If a consumer does not agree to accept the decision of the dispute settlement body, or if a manufacturer, co-manufacturer, or post-manufacturing modifier fails to initiate a decision-making process under the informal dispute settlement procedure within 40 days following the date a consumer's claim for resolution is filed under the procedure or fails to provide to the consumer written notification of the procedure's decision within 5 days following the date the decision-making process is completed, the consumer may, within 18 months following the date the consumer first took the motor vehicle to the dealer for correction of the nonconformity, file an action in a court of competent jurisdiction against the manufacturer, co-manufacturer, or post-manufacturing modifier and shall be entitled to assert the dispute settlement decision, if any, as an affirmative defense in that action.

Failure to comply with the provisions of this section constitutes an unlawful practice pursuant to section 2 of P.L.1960, c.39 (C.56:8-2).

56:12-45. Proceedings

The director may institute proceedings against any manufacturer, or, in the case of an authorized emergency vehicle, any manufacturer, co-manufacturer, or post-manufacturing modifier, who fails to comply with any of the provisions of this act [C.56:12-29 et seq.].

56:12-46. No liability, cause of action

Nothing in this act shall be construed as imposing any liability on a dealer or distributor, or creating a cause of action by a manufacturer, or, in the case of an authorized emergency vehicle, a manufacturer, co-manufacturer, or post-manufacturing modifier, against a dealer or distributor, and nothing shall be construed as imposing any liability on a dealer or distributor, or creating a cause of action by a consumer against a dealer or distributor under section 4 [C.56:12-32] of this act.

Nothing in this act, in the case of an authorized emergency vehicle and notwithstanding any other law to the contrary, shall be construed as creating, establishing or otherwise imposing joint and several liability for any action under P.L.1988, c.123 (C.56:12-29 et seq.), and a manufacturer, co-manufacturer, or post- manufacturing modifier shall only be liable for that percentage of negligence or fault in that action directly attributable to its respective degree of liability.

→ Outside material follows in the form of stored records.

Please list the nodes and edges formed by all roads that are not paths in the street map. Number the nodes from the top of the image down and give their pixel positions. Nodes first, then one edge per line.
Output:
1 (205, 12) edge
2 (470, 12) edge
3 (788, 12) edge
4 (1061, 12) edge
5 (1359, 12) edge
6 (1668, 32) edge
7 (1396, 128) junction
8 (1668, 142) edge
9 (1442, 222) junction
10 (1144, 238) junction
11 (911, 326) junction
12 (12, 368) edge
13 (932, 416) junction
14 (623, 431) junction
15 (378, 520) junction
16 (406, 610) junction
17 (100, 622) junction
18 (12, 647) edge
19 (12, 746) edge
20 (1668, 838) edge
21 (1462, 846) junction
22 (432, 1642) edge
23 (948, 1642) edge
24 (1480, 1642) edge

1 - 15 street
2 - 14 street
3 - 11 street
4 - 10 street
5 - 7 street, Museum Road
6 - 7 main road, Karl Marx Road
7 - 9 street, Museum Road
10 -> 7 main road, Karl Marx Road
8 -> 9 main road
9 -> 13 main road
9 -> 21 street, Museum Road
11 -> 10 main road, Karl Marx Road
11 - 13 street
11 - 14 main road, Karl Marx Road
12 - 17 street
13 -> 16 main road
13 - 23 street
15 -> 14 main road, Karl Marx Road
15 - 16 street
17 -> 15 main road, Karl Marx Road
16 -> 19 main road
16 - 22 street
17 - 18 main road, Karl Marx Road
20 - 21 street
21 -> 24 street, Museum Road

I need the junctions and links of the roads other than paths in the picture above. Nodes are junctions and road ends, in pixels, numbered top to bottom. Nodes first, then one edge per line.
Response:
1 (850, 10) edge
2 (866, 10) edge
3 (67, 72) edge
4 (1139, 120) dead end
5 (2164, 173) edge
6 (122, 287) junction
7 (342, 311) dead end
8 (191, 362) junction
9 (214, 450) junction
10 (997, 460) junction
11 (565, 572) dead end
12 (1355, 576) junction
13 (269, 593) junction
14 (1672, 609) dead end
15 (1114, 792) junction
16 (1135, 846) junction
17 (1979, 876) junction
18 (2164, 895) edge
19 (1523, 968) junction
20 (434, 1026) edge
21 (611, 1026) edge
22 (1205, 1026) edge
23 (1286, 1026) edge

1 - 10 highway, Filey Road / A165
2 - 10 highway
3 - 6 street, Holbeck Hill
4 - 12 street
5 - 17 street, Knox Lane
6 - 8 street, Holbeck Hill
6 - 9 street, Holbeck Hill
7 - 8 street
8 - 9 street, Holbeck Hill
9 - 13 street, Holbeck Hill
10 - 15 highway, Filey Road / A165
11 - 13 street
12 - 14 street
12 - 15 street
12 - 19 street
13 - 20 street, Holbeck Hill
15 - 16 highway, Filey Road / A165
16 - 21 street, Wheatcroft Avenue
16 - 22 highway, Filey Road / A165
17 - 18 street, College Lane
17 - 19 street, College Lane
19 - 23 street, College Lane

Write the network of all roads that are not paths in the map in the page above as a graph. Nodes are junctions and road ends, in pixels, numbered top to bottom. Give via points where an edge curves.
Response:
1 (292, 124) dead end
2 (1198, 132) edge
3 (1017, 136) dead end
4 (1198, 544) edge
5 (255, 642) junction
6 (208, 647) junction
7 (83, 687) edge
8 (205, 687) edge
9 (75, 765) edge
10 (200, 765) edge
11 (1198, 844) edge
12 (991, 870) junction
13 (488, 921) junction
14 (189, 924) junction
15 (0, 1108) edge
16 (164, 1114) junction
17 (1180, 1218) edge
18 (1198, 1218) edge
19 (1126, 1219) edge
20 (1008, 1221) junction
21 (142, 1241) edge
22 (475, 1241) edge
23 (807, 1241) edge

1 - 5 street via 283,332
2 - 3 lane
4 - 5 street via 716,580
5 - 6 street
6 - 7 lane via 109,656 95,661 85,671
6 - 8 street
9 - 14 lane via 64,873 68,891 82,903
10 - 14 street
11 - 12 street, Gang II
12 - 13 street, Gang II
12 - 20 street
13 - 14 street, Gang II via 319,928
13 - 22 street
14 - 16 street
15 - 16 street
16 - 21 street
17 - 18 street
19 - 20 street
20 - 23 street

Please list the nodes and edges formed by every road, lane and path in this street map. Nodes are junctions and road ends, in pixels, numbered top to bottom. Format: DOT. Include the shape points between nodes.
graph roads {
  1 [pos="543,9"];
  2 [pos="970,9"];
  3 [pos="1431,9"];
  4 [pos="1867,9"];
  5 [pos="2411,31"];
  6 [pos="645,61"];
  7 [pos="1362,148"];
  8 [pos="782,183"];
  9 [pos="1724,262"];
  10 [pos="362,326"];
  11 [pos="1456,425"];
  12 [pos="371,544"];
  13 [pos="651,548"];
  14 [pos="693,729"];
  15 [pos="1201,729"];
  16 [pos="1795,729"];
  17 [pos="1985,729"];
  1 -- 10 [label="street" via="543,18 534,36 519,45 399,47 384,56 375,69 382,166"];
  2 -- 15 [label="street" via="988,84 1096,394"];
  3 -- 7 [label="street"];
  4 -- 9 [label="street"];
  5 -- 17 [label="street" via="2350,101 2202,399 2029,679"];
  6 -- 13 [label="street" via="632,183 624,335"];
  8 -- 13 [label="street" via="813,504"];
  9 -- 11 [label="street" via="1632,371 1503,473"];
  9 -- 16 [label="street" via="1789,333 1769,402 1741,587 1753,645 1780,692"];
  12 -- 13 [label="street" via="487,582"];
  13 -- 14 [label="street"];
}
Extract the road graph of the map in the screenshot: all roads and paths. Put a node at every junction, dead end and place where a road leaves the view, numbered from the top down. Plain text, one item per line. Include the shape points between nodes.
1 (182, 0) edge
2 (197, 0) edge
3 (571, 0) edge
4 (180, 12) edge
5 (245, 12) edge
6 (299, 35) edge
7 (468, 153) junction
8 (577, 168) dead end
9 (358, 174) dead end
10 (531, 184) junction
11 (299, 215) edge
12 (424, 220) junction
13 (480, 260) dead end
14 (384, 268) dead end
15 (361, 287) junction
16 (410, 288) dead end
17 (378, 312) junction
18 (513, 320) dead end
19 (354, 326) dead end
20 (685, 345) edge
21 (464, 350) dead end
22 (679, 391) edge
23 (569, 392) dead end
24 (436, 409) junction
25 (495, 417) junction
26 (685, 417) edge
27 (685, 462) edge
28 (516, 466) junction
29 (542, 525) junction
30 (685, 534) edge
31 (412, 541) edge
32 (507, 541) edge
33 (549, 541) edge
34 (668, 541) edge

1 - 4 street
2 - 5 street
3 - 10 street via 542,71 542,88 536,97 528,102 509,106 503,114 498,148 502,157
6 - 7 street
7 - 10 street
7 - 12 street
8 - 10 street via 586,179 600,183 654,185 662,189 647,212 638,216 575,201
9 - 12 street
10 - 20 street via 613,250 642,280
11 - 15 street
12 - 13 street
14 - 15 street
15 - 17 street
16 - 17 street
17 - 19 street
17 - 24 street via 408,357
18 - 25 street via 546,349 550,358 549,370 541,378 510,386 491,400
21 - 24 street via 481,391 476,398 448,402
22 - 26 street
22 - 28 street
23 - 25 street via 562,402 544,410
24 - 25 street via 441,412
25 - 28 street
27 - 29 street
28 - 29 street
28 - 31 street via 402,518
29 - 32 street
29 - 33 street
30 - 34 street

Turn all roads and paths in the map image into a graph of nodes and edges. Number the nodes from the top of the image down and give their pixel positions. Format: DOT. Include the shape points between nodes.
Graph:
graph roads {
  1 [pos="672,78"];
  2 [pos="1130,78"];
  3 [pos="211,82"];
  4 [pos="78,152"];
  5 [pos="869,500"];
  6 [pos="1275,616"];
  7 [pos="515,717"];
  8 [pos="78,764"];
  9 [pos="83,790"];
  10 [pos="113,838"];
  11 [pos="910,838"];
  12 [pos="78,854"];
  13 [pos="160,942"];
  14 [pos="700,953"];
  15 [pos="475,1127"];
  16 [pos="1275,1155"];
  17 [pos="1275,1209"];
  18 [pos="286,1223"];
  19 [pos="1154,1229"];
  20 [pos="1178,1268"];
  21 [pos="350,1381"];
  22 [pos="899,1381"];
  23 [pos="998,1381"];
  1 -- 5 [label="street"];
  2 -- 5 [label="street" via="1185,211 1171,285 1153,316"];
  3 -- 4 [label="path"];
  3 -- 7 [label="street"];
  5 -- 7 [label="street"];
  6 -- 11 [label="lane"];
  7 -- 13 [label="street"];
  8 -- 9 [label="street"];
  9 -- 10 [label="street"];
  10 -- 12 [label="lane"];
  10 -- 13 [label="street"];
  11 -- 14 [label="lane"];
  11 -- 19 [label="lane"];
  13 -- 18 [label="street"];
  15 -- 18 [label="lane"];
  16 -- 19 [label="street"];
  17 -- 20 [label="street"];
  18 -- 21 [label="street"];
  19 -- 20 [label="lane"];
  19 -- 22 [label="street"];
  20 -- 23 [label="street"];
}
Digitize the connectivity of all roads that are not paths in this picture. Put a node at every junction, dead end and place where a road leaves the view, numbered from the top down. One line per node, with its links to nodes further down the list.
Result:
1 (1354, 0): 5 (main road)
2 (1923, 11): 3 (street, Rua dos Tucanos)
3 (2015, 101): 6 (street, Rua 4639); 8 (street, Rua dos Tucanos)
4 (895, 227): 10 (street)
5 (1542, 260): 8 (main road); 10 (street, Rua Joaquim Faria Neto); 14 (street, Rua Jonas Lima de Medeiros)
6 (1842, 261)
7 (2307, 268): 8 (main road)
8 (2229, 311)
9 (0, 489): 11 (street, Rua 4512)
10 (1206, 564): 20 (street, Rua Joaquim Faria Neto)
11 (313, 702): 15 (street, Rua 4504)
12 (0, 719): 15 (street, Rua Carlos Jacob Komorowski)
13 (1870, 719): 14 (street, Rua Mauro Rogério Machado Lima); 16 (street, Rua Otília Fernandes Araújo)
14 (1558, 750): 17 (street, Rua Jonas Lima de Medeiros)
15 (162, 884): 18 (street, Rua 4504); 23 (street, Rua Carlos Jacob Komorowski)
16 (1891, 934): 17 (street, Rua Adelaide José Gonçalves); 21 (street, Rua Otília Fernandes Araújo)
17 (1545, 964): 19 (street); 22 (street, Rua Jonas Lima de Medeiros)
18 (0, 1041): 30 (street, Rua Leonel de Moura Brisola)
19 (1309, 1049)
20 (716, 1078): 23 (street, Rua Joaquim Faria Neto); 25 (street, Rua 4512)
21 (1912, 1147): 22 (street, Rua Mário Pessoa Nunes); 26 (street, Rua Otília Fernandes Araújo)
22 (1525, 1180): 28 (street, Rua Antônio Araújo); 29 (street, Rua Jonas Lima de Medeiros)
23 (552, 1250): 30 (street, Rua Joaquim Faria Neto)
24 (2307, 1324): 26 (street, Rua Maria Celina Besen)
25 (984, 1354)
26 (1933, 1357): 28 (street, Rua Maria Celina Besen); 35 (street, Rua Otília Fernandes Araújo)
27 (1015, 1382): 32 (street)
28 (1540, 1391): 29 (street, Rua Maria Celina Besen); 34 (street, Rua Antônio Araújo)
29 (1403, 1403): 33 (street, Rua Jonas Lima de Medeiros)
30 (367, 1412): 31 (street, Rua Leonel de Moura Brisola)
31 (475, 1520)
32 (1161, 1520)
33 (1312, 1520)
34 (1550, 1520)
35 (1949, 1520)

56:12-47. No limitation on rights

Nothing in this act [C.56:12-29 et seq.] shall in any way limit the rights or remedies which are otherwise available to a consumer under any other law.

56:12-48. Agreements void

Any agreement entered into by a consumer for the purchase or lease of a new motor vehicle which waives, limits or disclaims the rights set forth in this act [C.56:12-29 et seq.] shall be void as contrary to public policy.

56:12-49. Rules, regulations

Within 120 days following enactment, the director shall, subject to approval by the Attorney General and pursuant to the provisions of the "Administrative Procedure Act," P.L. 1968, c. 410 (C. 52:14B-1 et seq.), adopt rules and regulations necessary to effectuate the purposes of this act.